What is being asked: Each line of the records below that holds "hand" should be copied out.

*** Begin section ***

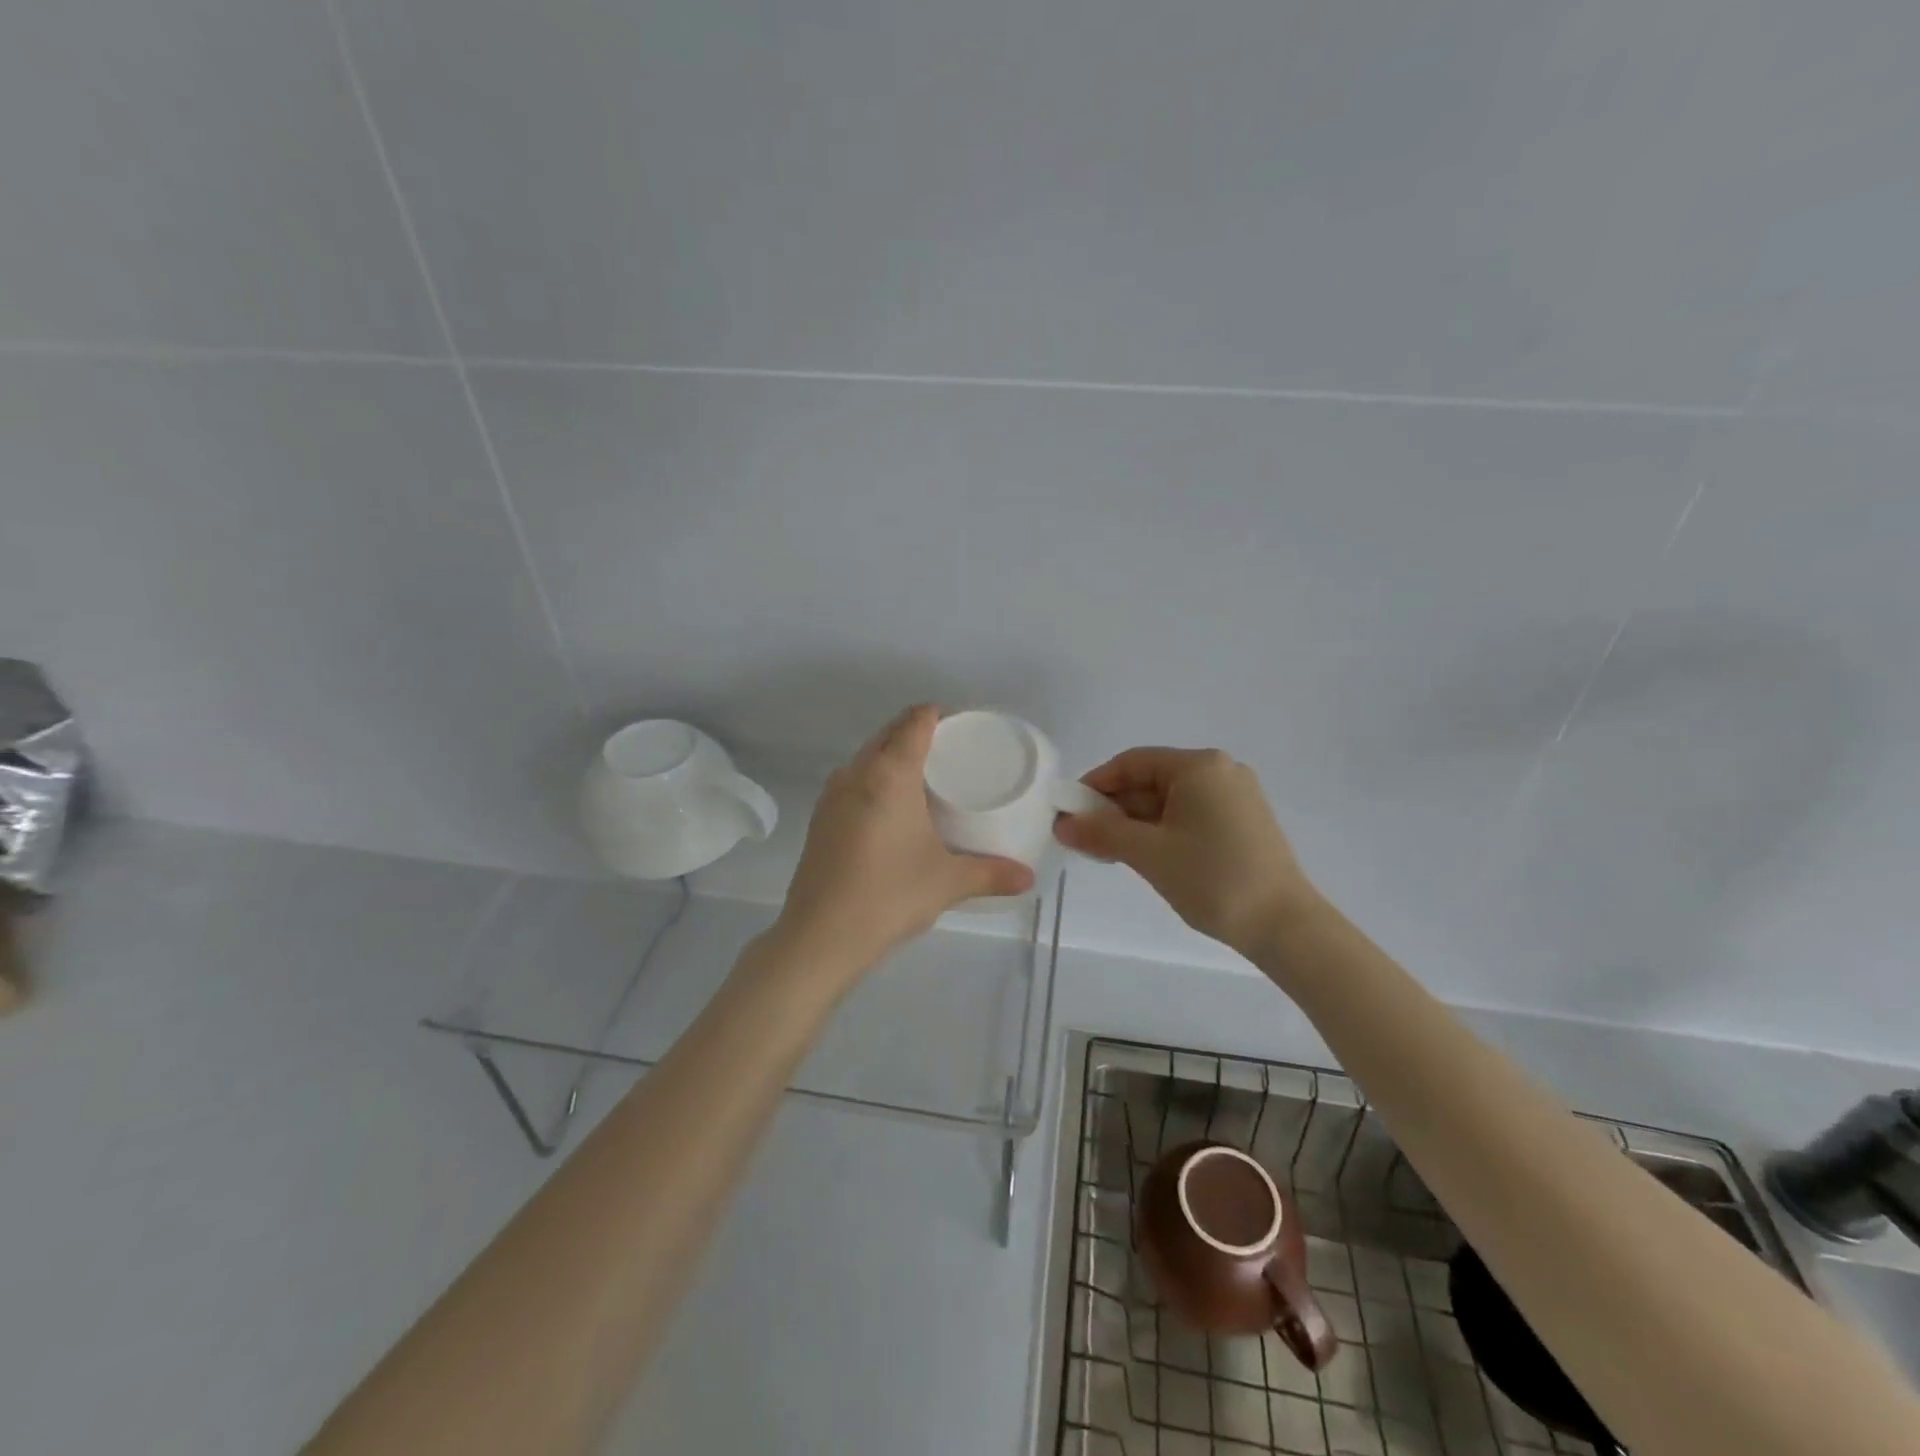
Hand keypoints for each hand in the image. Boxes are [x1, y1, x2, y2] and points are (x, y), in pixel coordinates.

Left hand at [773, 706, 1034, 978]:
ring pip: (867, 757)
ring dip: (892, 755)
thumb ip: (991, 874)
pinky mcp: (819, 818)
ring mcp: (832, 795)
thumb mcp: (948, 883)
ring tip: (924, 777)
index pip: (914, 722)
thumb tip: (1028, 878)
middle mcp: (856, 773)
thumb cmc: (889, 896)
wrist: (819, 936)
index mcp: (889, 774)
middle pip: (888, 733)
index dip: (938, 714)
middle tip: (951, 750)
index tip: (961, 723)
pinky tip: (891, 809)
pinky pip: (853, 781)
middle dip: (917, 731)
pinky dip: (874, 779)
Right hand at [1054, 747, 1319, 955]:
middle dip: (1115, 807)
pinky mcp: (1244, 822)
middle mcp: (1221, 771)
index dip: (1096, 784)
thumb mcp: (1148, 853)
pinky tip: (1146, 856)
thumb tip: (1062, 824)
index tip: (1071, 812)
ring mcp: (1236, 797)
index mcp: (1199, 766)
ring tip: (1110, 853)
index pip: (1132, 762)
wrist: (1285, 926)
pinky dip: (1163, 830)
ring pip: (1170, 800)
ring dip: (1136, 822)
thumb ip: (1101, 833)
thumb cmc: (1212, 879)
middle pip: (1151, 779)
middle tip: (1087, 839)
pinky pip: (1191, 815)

*** End section ***

Result of the exercise:
Hand keypoints for each hand in the image. Boxes are [x1, y1, x2, y2] and points are (x, y), in pixel coordinates.
Left hand at [773, 706, 1034, 978]:
Right hand at [1054, 747, 1319, 955]:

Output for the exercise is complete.